== WORK REQUIRED ==
Go over the data and work out how many lines include the word "points". Give that number only.
[[ RAW DATA, beginning ]]
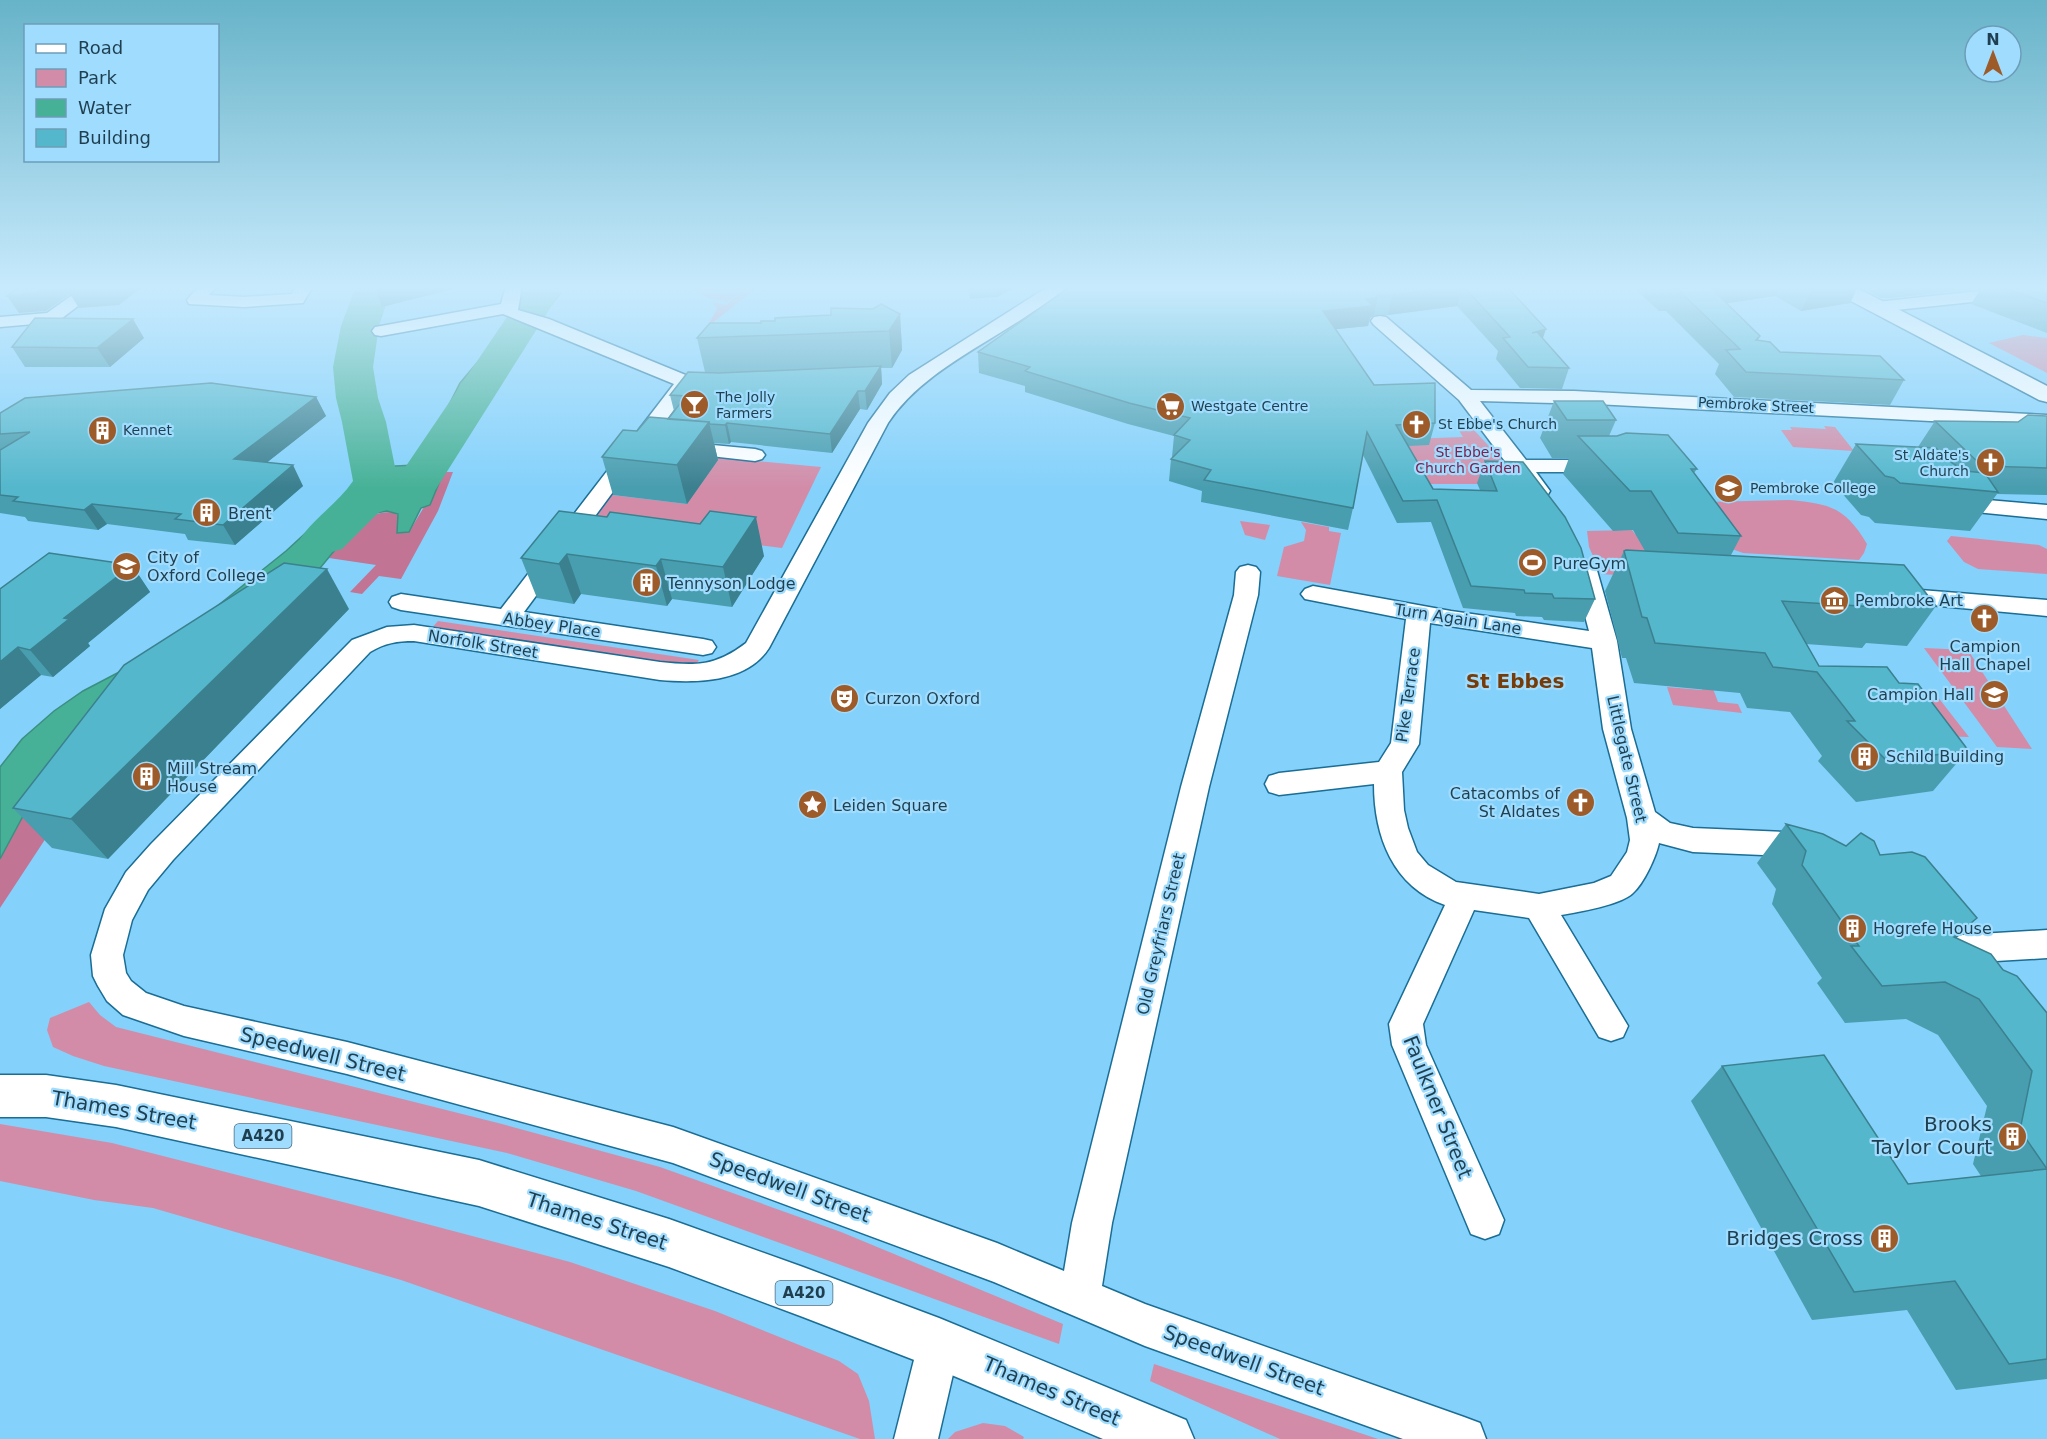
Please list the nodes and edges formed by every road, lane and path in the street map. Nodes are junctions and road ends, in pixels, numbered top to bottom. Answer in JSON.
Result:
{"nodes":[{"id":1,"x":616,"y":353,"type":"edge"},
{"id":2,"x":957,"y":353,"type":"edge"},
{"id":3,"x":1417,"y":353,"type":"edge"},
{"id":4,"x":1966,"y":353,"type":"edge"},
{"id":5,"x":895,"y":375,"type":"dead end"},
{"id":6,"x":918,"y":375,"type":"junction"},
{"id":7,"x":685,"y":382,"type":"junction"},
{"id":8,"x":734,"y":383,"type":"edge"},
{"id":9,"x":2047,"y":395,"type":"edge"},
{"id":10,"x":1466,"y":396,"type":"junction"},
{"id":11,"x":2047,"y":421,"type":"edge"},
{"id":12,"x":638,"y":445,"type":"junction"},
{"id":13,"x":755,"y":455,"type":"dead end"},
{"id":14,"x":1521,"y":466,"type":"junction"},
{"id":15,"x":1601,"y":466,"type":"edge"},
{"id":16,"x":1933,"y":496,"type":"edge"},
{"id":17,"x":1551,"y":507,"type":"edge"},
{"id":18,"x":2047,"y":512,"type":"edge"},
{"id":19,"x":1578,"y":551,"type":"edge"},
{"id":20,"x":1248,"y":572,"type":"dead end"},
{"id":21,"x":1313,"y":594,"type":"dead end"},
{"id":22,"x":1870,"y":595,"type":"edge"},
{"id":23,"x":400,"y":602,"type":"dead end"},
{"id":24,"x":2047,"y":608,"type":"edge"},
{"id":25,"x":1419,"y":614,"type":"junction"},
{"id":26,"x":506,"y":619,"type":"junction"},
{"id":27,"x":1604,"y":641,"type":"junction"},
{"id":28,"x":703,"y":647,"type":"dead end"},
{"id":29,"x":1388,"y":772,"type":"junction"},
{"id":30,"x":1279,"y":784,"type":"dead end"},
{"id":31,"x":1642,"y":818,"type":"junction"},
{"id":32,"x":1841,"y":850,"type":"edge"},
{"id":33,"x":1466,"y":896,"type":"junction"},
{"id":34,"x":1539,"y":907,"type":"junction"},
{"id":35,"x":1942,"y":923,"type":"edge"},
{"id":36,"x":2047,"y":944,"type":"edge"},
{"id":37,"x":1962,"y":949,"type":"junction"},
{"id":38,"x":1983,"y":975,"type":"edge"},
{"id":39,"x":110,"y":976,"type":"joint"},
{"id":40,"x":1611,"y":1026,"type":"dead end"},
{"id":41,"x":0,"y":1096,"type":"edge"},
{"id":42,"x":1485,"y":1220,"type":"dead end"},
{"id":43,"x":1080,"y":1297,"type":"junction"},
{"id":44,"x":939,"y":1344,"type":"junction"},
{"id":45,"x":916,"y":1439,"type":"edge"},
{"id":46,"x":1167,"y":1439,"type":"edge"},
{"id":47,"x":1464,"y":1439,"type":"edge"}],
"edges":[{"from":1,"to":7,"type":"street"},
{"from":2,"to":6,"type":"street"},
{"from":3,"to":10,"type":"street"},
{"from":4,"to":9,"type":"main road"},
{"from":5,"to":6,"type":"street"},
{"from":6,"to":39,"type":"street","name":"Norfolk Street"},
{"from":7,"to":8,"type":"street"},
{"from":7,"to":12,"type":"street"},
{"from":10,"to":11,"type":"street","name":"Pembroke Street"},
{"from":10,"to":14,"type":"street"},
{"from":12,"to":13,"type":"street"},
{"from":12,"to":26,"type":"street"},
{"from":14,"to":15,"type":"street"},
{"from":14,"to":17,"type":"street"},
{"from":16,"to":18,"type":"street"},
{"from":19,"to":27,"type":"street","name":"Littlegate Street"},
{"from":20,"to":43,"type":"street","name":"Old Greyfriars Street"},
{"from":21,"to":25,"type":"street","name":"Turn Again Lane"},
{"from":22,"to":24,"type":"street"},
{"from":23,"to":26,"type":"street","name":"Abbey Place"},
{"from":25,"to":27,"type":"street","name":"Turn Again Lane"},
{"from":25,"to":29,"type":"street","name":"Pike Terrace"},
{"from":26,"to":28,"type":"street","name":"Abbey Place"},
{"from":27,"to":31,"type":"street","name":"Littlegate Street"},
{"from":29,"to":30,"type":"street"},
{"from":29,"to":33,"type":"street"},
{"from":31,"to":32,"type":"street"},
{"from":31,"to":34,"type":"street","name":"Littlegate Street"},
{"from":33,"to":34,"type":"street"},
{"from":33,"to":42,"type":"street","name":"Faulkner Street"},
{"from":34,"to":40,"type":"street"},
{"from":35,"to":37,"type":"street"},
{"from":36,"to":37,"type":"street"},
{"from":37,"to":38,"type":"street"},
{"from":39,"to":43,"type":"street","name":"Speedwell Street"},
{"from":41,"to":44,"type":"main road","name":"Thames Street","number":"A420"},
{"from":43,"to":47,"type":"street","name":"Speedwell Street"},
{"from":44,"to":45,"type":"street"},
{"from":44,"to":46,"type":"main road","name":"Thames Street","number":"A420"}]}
[[ RAW DATA, end ]]
[[ RAW DATA, beginning ]]
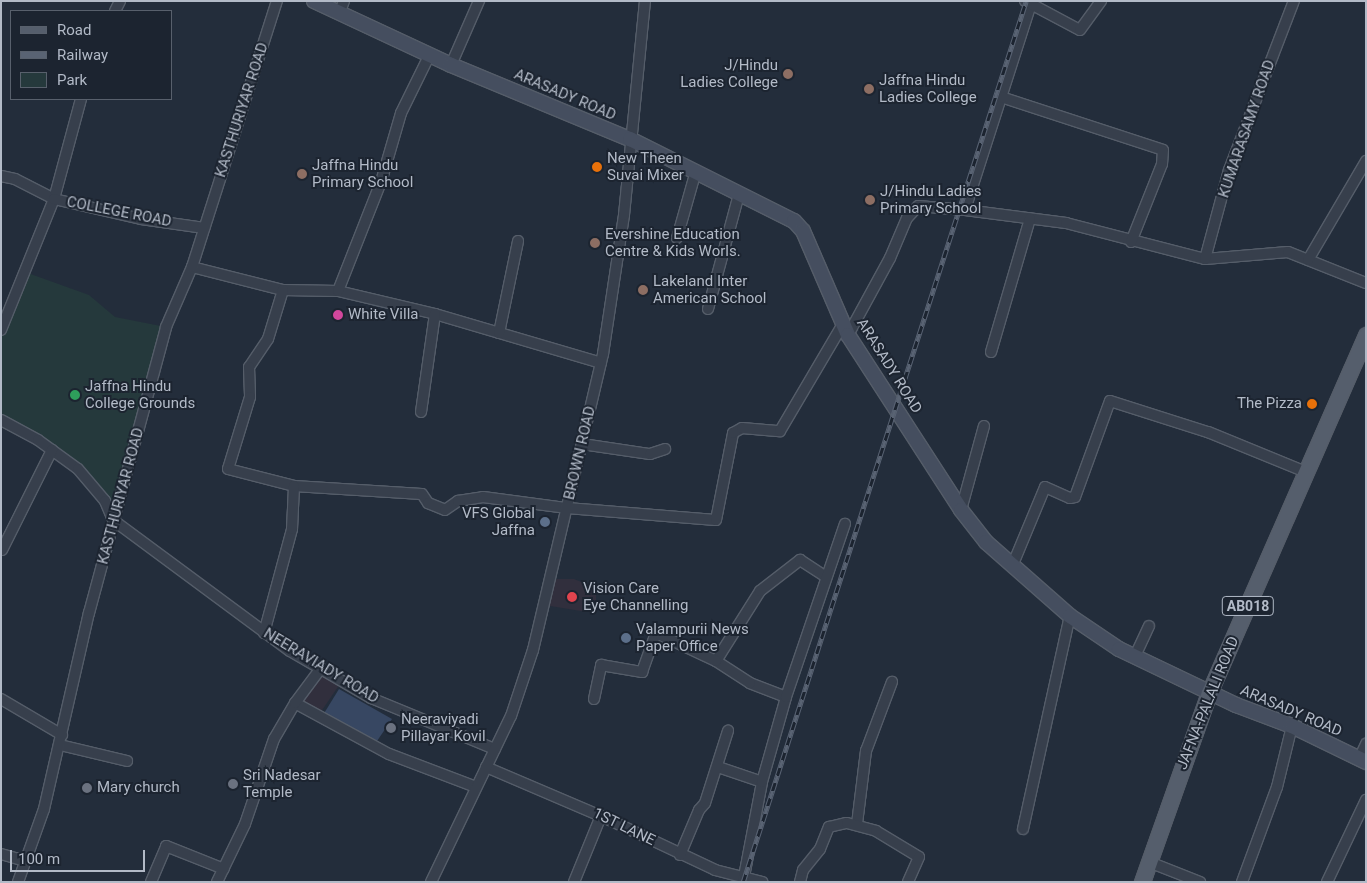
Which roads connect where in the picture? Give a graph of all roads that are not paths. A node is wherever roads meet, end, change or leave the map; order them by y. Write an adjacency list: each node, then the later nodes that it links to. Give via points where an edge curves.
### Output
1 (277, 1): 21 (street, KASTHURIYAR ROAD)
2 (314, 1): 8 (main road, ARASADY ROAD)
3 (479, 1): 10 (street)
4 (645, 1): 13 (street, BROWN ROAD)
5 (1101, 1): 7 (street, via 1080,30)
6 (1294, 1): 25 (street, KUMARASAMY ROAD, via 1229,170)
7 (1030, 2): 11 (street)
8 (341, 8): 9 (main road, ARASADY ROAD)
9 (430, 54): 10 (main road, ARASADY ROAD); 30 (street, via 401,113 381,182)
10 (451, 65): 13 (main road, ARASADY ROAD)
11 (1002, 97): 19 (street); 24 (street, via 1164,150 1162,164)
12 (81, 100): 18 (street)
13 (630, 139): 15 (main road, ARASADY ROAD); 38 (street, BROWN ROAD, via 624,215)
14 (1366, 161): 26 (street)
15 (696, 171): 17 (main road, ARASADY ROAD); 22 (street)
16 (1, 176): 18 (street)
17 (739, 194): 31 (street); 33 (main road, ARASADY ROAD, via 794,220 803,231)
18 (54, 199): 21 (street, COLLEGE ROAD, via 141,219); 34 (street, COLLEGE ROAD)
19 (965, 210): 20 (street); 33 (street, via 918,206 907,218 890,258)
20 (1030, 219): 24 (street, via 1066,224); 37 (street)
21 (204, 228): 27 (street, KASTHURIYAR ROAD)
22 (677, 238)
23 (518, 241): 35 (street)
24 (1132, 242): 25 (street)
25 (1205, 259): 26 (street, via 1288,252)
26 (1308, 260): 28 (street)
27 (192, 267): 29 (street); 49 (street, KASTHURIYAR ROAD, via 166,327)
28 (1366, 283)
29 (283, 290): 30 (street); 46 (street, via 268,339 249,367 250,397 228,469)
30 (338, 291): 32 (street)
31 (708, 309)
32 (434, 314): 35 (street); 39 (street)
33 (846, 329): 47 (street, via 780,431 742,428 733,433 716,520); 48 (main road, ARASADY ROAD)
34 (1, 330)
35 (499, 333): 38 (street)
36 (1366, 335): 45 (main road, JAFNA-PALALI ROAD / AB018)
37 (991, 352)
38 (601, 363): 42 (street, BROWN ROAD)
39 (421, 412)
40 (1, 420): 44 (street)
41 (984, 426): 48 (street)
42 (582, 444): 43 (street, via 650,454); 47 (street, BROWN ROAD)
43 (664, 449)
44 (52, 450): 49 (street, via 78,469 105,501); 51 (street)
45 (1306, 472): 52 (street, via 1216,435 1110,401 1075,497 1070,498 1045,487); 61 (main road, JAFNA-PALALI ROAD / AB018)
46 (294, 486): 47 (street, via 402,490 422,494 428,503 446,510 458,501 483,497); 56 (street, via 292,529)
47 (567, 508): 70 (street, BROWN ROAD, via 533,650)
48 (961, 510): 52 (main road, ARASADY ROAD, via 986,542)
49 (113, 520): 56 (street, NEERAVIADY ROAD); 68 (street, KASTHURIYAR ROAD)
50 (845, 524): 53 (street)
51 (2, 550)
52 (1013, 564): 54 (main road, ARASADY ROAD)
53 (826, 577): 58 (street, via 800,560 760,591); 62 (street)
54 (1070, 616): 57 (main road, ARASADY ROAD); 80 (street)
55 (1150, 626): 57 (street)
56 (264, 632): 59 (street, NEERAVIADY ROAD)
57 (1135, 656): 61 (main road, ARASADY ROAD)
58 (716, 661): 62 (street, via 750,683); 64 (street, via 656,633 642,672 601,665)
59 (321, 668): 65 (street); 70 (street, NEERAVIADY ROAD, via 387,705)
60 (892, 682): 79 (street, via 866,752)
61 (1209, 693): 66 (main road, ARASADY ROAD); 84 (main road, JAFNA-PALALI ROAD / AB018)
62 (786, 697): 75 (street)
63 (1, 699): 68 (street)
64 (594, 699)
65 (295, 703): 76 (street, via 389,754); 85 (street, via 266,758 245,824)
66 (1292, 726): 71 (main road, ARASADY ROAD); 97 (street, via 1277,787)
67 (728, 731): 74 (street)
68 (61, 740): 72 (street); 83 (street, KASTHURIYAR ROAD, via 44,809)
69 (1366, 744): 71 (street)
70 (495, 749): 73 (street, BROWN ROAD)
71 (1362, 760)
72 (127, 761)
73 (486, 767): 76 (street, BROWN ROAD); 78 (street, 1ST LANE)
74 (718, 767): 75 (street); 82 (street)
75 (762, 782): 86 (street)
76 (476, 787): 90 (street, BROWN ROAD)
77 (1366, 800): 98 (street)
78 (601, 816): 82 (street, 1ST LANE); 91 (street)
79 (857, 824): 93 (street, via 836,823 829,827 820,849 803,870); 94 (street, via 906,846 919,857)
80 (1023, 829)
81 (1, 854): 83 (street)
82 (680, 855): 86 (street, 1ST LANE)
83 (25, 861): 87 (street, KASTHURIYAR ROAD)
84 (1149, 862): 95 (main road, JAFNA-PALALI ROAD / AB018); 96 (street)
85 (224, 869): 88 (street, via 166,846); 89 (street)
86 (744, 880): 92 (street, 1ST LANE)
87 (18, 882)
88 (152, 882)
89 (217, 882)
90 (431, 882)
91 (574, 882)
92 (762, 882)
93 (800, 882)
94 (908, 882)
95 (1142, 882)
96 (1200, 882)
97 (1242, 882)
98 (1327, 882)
[[ RAW DATA, end ]]
[[ RAW DATA, beginning ]]
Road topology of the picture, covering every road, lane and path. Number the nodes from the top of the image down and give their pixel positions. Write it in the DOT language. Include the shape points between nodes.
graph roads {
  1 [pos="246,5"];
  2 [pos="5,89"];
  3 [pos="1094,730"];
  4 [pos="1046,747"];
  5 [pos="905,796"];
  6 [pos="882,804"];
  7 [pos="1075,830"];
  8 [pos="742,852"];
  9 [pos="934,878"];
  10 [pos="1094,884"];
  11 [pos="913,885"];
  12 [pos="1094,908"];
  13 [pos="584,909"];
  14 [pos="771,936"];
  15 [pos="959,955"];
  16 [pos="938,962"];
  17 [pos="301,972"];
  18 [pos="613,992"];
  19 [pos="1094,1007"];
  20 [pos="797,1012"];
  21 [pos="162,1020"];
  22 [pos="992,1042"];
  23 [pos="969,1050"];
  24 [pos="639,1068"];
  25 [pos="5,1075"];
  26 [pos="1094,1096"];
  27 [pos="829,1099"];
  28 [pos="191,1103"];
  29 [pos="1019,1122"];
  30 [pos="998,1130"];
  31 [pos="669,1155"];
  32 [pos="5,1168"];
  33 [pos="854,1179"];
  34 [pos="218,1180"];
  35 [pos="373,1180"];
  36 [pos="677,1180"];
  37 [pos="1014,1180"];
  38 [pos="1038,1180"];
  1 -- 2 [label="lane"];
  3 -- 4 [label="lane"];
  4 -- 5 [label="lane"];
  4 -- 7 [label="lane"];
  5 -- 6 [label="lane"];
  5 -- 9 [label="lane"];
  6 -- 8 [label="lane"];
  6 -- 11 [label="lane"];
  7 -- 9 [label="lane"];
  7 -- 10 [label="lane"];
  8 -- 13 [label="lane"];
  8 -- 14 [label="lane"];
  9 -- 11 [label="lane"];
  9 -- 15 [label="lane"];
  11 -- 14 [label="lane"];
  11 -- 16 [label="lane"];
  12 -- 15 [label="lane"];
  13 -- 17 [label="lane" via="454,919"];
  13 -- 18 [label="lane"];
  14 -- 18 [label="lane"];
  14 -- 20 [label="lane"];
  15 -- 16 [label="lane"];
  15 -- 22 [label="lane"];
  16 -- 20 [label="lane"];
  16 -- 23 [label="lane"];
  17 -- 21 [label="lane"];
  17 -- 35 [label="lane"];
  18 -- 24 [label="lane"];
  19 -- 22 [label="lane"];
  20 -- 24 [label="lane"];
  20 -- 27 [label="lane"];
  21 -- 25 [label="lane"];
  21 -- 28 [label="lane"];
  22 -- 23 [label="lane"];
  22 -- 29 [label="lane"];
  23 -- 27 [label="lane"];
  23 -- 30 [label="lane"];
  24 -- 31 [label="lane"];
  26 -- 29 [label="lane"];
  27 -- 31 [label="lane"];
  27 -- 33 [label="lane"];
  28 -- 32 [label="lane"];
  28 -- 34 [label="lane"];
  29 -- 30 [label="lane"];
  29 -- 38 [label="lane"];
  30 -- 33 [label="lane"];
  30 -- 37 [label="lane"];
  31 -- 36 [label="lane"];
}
[[ RAW DATA, end ]]
== SOLUTION TO THIS EXERCISE ==
2